Effect of BHT 920 on calcium-activated K+ channels in renal epithelioid MDCK cells.

In Madin Darby canine kidney (MDCK) cells, epinephrine has been shown to increase intracellular calcium, activate calcium-dependent K+ channels and hyperpolarize the cell membrane. The present study has been performed to test for the possible involvement of alpha 2-adrenergic receptors. To this end, the effects of alpha 2-adrenoceptor agonist BHT 920 have been studied on cell membrane potential, ion channel activity and intracellular calcium: Similar to epinephrine, BHT 920 hyperpolarizes the cell membrane, increases intracellular calcium and activates inwardly rectifying K+ channels (single channel slope conductances 30-80 pS).

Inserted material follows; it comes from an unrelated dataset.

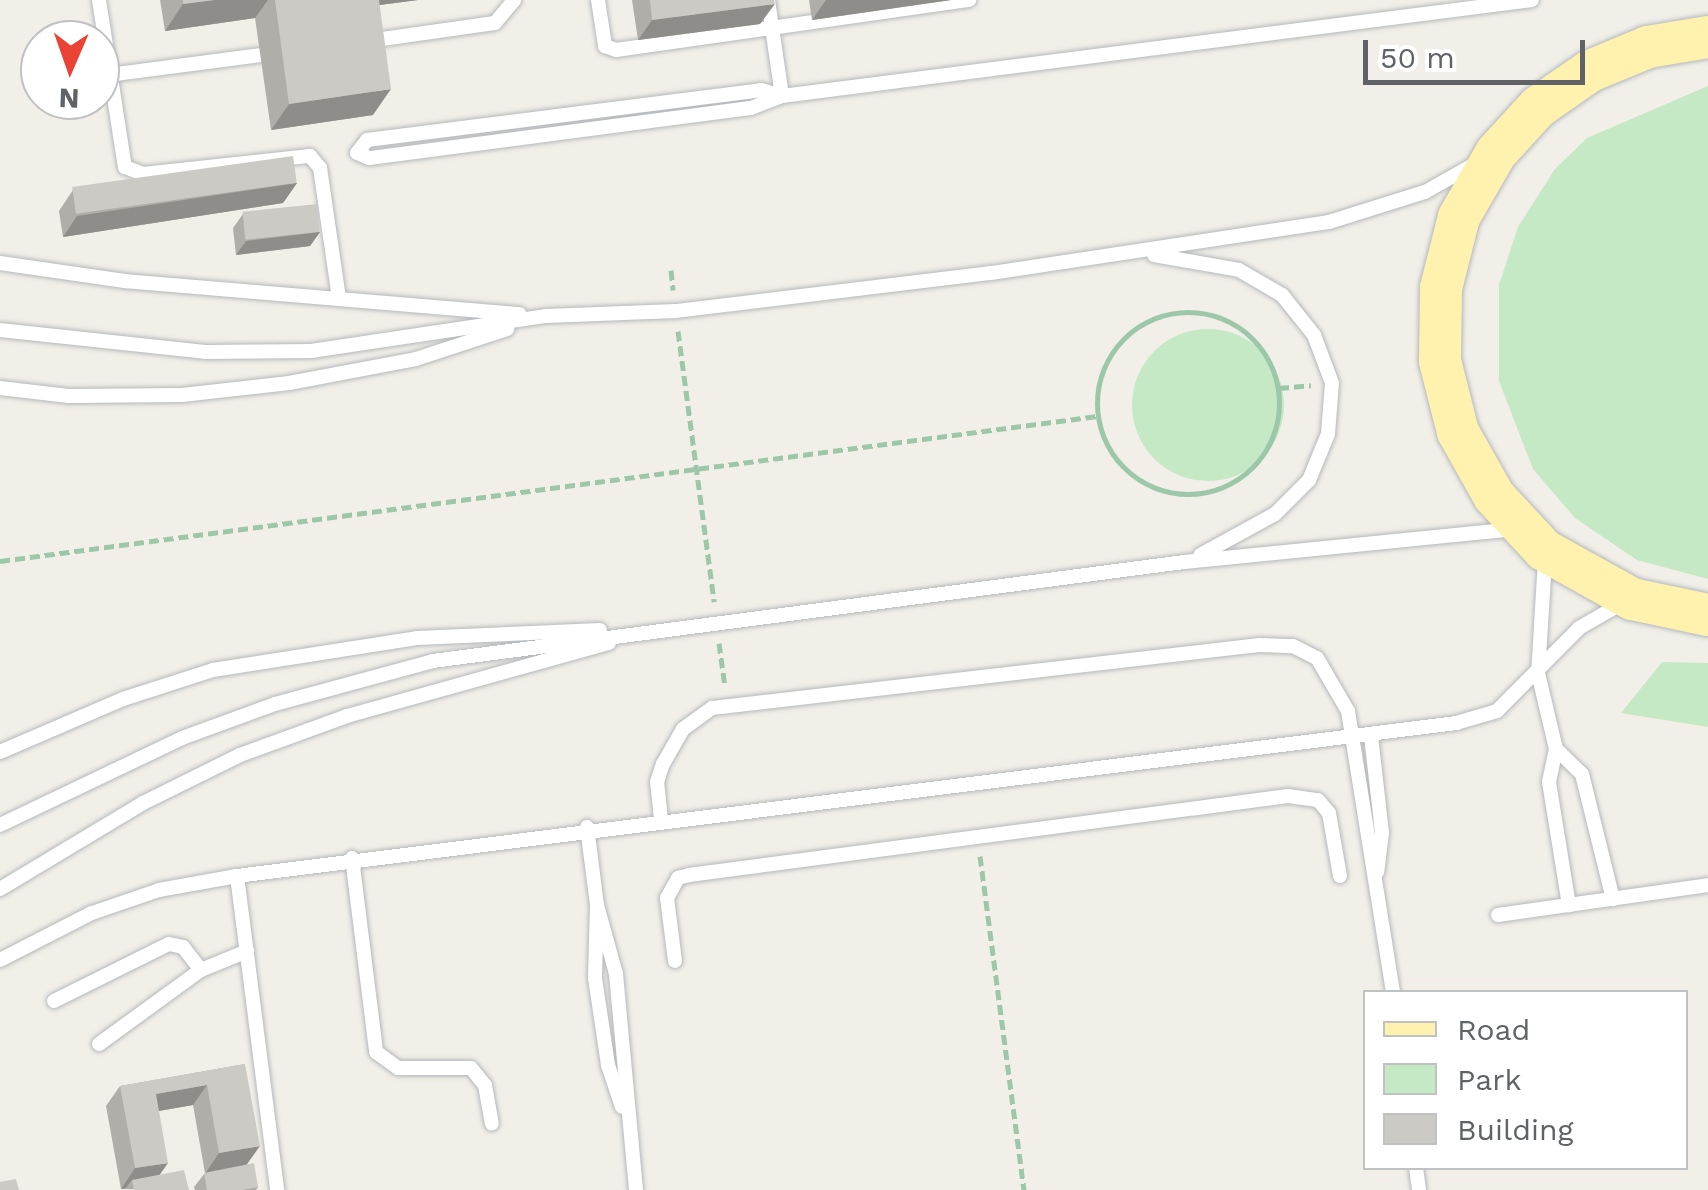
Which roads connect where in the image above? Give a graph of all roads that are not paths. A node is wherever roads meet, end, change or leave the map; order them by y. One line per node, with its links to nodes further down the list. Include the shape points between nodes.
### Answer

Half-maximal hyperpolarization is achieved at concentrations between 10 and 100 nmol/l. The hyperpolarizing effect of BHT 920 is abolished in the presence of alpha 2-adrenoceptor antagonist yohimbine (100 nmol/l) but not in the presence of alpha 1-adrenoceptor antagonist prazosin (100 nmol/l). At extracellular calcium activity below 100 nmol/l BHT 920 still leads to a transient hyperpolarization of the cell membrane but, in contrast to epinephrine, is unable to significantly increase intracellular calcium or significantly activate the calcium-sensitive K+ channels. The observations indicate that stimulation of alpha 2-receptors participates in the epinephrine-induced increase of intracellular calcium, channel activation and hyperpolarization.